Ter uma moradia e não conseguir usufruir do espaço exterior, para mim, não faria sentido. Eu gosto muito de ar livre, gosto muito da natureza. Poder fazer com que a natureza entre em casa mesmo quando está mau tempo é algo que eu me sinto orgulhosa por ter conseguido para mim mesma.
Falou na questão de ter tido a primeira filha quando estava a construir esta casa. Ainda é diferente ser mulher no mundo da arquitetura?
Eu não diria que é por ser mulher. Eu, enquanto mulher, sou tão ou mais capaz do que um homem no desempenho das minhas funções. Ser mãe faz toda a diferença. Porque mãe é mãe e quer estar presente, é a mãe a dispor do seu tempo para ir ao pediatra, é a mãe que é o encarregado de educação, é a mãe que vai deitar, que dá aquele momento de carinho final do dia. Há muito tempo que se tem que abdicar da área do tempo profissional para essa grande função de ser mãe.

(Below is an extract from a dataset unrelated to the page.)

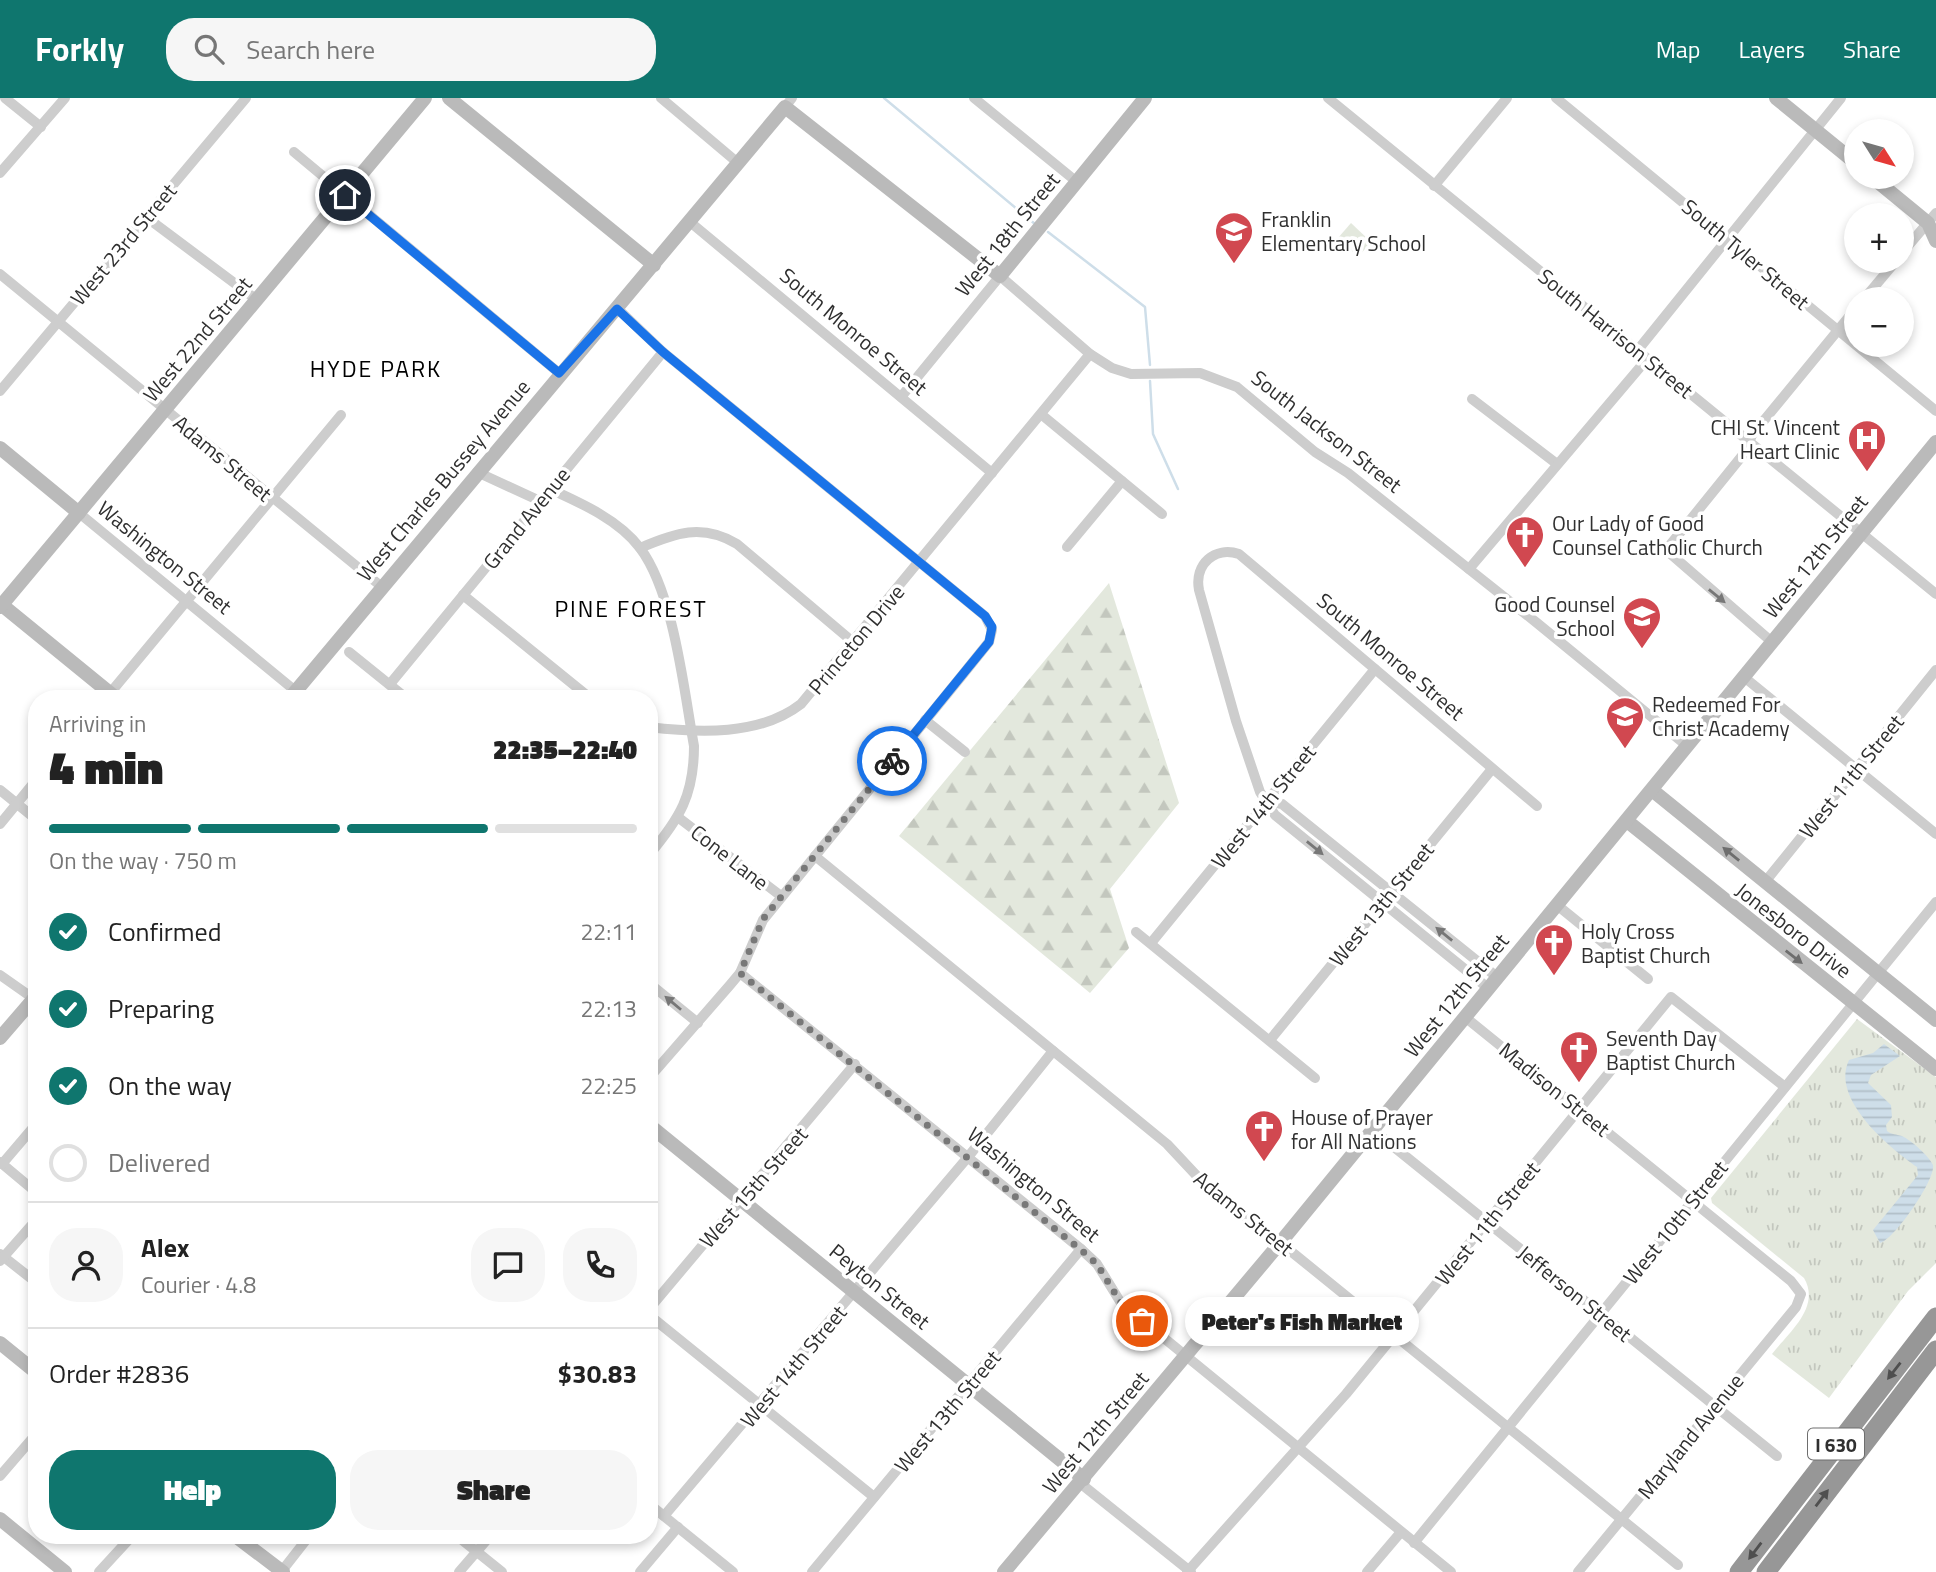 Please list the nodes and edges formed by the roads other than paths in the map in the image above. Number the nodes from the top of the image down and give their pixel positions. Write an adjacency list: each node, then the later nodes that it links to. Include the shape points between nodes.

Faz toda a diferença, e já me aconteceu dizer não a alguns desafios profissionais, sobretudo no que toca aos desafios internacionais. Eu tenho que dizer não porque a minha prioridade é ser mãe e, sobretudo enquanto elas forem novas, têm que ter uma mãe mais presente possível. Portanto, não temos as mesmas oportunidades.
Em termos da valorização da arquitetura em Portugal, começa a haver cada vez melhor arquitetura e tem sido mais fácil perceber qual é o papel do arquiteto. Temos dado passos gigantes na perceção de qual é a diferença de ter um arquiteto a trabalhar.

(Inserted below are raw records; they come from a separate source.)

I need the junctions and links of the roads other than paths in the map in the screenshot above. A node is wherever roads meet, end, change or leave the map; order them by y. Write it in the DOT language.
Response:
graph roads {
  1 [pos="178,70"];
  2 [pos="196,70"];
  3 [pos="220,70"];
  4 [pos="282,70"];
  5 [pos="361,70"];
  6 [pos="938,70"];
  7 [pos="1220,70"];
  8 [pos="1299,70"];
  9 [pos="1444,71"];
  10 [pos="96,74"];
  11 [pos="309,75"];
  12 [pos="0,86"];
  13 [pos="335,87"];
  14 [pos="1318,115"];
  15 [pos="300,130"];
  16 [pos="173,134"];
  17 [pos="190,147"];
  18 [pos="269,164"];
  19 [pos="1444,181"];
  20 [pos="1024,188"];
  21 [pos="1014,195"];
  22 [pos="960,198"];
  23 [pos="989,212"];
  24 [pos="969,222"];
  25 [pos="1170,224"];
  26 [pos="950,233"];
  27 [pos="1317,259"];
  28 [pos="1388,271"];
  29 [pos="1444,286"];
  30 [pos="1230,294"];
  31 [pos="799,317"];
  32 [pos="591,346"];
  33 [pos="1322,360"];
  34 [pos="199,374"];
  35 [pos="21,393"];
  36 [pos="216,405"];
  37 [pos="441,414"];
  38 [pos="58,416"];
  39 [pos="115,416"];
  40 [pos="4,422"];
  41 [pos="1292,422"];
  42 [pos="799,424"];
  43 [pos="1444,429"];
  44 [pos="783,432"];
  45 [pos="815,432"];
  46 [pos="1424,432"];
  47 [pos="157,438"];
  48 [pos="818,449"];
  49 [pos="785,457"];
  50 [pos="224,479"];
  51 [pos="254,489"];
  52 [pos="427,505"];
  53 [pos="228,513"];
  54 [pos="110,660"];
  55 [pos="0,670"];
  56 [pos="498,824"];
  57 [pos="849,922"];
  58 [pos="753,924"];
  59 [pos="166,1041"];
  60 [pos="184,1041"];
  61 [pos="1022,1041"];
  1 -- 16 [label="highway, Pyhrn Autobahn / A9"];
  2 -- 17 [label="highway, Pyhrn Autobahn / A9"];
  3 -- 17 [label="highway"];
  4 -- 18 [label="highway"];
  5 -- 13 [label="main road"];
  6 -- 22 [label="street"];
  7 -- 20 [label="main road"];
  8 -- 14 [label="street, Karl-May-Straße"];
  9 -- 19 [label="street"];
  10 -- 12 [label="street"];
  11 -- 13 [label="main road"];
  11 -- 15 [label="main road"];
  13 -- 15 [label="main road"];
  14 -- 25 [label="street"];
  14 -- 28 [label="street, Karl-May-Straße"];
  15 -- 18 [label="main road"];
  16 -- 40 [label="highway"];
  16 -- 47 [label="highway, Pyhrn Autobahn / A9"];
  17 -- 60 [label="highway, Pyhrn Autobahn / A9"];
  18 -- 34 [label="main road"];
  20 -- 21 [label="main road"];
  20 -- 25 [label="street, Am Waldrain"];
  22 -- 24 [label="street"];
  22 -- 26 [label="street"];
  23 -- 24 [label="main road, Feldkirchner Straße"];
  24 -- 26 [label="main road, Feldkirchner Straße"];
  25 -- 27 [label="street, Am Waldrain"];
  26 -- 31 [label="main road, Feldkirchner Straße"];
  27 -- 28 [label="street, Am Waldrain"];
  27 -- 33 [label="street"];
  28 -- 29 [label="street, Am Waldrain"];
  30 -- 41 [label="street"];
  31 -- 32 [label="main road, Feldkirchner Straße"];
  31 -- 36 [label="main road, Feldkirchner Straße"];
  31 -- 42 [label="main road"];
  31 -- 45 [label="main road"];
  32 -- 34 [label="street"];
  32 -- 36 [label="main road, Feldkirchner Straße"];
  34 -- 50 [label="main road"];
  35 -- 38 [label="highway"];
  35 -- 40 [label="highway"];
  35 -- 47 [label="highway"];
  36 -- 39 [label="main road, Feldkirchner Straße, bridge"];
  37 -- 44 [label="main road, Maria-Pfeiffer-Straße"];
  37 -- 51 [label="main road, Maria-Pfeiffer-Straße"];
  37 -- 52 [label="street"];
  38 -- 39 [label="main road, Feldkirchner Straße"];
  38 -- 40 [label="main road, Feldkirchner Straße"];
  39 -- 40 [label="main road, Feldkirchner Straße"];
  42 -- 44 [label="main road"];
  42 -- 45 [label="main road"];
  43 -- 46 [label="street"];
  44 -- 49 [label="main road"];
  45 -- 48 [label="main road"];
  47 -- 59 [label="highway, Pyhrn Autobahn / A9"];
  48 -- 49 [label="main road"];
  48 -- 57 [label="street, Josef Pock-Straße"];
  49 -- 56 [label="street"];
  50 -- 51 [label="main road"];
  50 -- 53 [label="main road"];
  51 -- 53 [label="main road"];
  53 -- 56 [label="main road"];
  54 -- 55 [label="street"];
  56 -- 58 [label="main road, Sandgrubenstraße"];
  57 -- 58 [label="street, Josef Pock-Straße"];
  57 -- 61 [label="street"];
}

Quais os projetos mais marcantes?
Vou falar de um projeto que gostei muito, e que liga um bocadinho com esta casa por fazer arquitetura num espaço limitado – a Casa Peixinho. A Casa Peixinho, no centro de Aveiro, está num lote muito, muito, muito pequenino e foi um grande desafio por dois motivos, não só pela dimensão da do terreno, mas também pela ambição do cliente que era contrário à dimensão do terreno, uma ambição muito grande, uma perspetiva muito clara daquilo que quer. O próprio cliente pedia que fosse algo diferenciador.

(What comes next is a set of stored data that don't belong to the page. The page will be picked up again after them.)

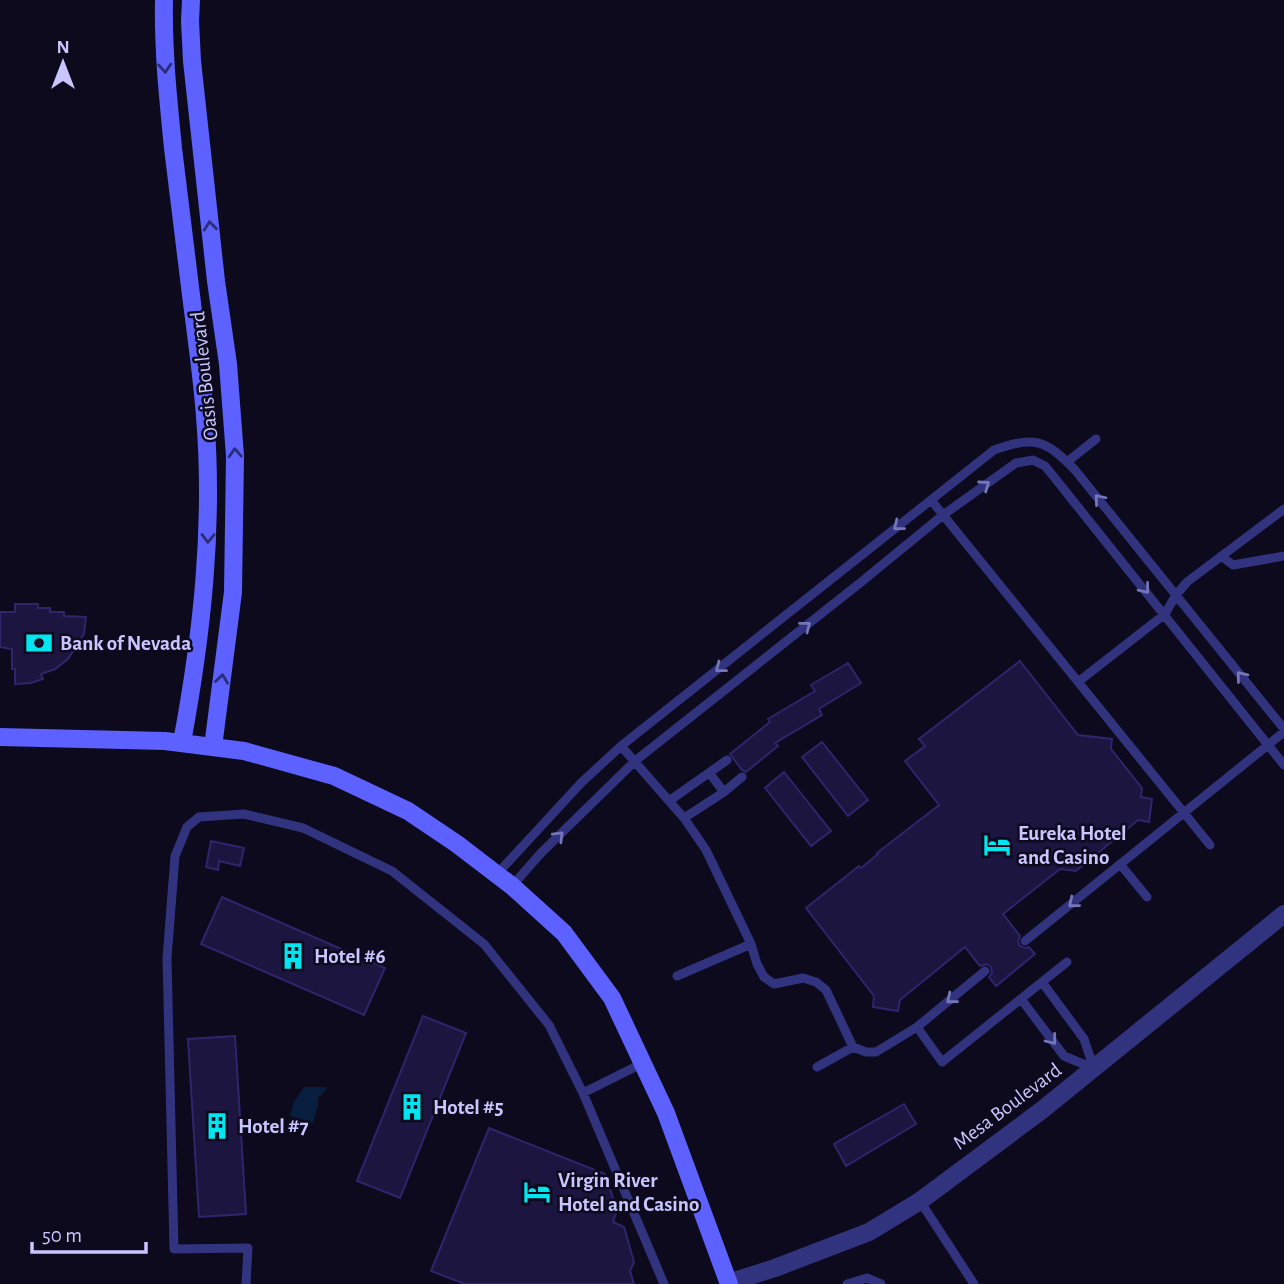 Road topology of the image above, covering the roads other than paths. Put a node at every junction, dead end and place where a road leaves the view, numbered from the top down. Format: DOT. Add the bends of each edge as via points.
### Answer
graph roads {
  1 [pos="164,0"];
  2 [pos="191,0"];
  3 [pos="1096,439"];
  4 [pos="1067,462"];
  5 [pos="931,500"];
  6 [pos="1284,509"];
  7 [pos="943,515"];
  8 [pos="1221,556"];
  9 [pos="1284,556"];
  10 [pos="1177,595"];
  11 [pos="1165,614"];
  12 [pos="1078,682"];
  13 [pos="1284,730"];
  14 [pos="0,737"];
  15 [pos="197,745"];
  16 [pos="1268,745"];
  17 [pos="621,746"];
  18 [pos="727,760"];
  19 [pos="635,761"];
  20 [pos="1284,765"];
  21 [pos="710,774"];
  22 [pos="742,777"];
  23 [pos="724,792"];
  24 [pos="669,802"];
  25 [pos="1184,813"];
  26 [pos="684,818"];
  27 [pos="1210,845"];
  28 [pos="1121,864"];
  29 [pos="497,874"];
  30 [pos="512,886"];
  31 [pos="1147,897"];
  32 [pos="1284,915"];
  33 [pos="1025,941"];
  34 [pos="751,944"];
  35 [pos="1067,962"];
  36 [pos="985,971"];
  37 [pos="677,975"];
  38 [pos="1042,982"];
  39 [pos="1021,999"];
  40 [pos="917,1027"];
  41 [pos="853,1047"];
  42 [pos="643,1063"];
  43 [pos="817,1067"];
  44 [pos="1094,1069"];
  45 [pos="583,1093"];
  46 [pos="920,1201"];
  47 [pos="246,1284"];
  48 [pos="664,1284"];
  49 [pos="728,1284"];
  50 [pos="847,1284"];
  51 [pos="881,1284"];
  52 [pos="974,1284"];
  1 -- 15 [label="main road, Oasis Boulevard, one-way" via="166,78 208,464 206,572 197,649"];
  15 -- 2 [label="main road, Oasis Boulevard, one-way" via="233,592 235,456 193,73"];
  3 -- 4 [label="lane"];
  4 -- 5 [label="lane" via="1039,442 1019,441 994,450"];
  10 -- 4 [label="lane, one-way"];
  5 -- 7 [label="lane"];
  5 -- 17 [label="lane, one-way"];
  6 -- 8 [label="lane"];
  7 -- 11 [label="lane, one-way" via="1016,463 1033,460 1045,466"];
  7 -- 12 [label="lane"];
  19 -- 7 [label="lane, one-way"];
  8 -- 9 [label="lane" via="1233,565"];
  8 -- 10 [label="lane"];
  10 -- 11 [label="lane"];
  13 -- 10 [label="lane, one-way"];
  11 -- 12 [label="lane"];
  11 -- 16 [label="lane"];
  12 -- 25 [label="lane"];
  13 -- 16 [label="lane"];
  14 -- 15 [label="main road"];
  15 -- 29 [label="main road" via="244,751 334,776 408,811"];
  16 -- 20 [label="lane"];
  16 -- 25 [label="lane"];
  17 -- 19 [label="lane"];
  17 -- 29 [label="lane"];
  18 -- 21 [label="lane"];
  19 -- 24 [label="lane"];
  30 -- 19 [label="lane, one-way"];
  21 -- 23 [label="lane"];
  21 -- 24 [label="lane"];
  22 -- 23 [label="lane"];
  23 -- 26 [label="lane"];
  24 -- 26 [label="lane"];
  25 -- 27 [label="lane"];
  25 -- 28 [label="lane"];
  26 -- 34 [label="lane" via="706,850"];
  28 -- 31 [label="lane"];
  28 -- 33 [label="lane, one-way"];
  29 -- 30 [label="main road"];
  30 -- 42 [label="main road" via="564,933 588,965 612,998"];
  32 -- 44 [label="street, Mesa Boulevard"];
  34 -- 37 [label="lane"];
  34 -- 41 [label="lane" via="757,964 774,984 803,978 826,990"];
  35 -- 38 [label="lane"];
  36 -- 40 [label="lane, one-way"];
  38 -- 39 [label="lane"];
  38 -- 44 [label="lane" via="1084,1039"];
  39 -- 40 [label="lane" via="942,1062"];
  39 -- 44 [label="lane, one-way" via="1064,1056"];
  40 -- 41 [label="lane" via="876,1052"];
  41 -- 43 [label="lane"];
  42 -- 45 [label="lane"];
  42 -- 49 [label="main road" via="666,1113"];
  44 -- 46 [label="street, Mesa Boulevard"];
  45 -- 47 [label="lane" via="549,1025 484,944 392,871 303,828 244,814 199,817 187,827 174,856 167,958 174,1249 247,1248"];
  45 -- 48 [label="lane"];
  46 -- 49 [label="street, Mesa Boulevard" via="869,1232"];
  46 -- 52 [label="lane"];
  50 -- 51 [label="lane" via="867,1278"];
}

Há vários projetos que são marcantes por vários motivos, mas se calhar falava num que é recente e que ainda não é conhecido, mas que me está a dar muito gozo fazer por ser fora do âmbito tradicional. Nós trabalhamos essencialmente habitação e assim continuaremos a fazer, porque é a minha grande paixão. Estamos a fazer uma clínica de saúde mental, com alguma dimensão no centro da cidade de Aveiro e, não só pela temática dos serviços que é muito diferenciada habitação, tem uma particularidade que eu acho muito interessante porque temos no nosso edifício uma parte da muralha medieval de Aveiro, vamos ver agora o que é exatamente com os estudos arqueológicos.

Como é viver em Aveiro?
É muito bom. Eu já vivi em outros países e outras a nível nacional, e considero que é das cidades mais confortáveis para se viver. Por um lado, temos a questão da mobilidade, é muito fácil irmos à praia da Barra, ou irmos a Sever do Vouga. Temos grandes zonas florestais, temos praias lindíssimas e temos as zonas da Ria que são extraordinárias. É tudo muito perto e temos bons acessos. E também estamos relativamente perto de outras grandes cidades, como o Porto.
Por outro lado, é uma cidade pequena, mas tem muita vida e tem muitas ofertas a vários níveis, nomeadamente a nível cultural. Portanto conseguimos ter vários tipos de palcos para vivências muito diferenciadas ao longo do ano.
Depois temos outra particularidade que é extraordinária a nível europeu, somos das cidades mais equilibradas em termos de clima. Somos das cidades mais quentes a nível nacional no inverno e das mais frescas no verão, isto atualmente, com as alterações climáticas, é algo extremamente valioso. A gastronomia é extraordinária.
O facto é que voltei para cá e foi aqui que decidi abrir um atelier e residir, porque de facto é muito confortável.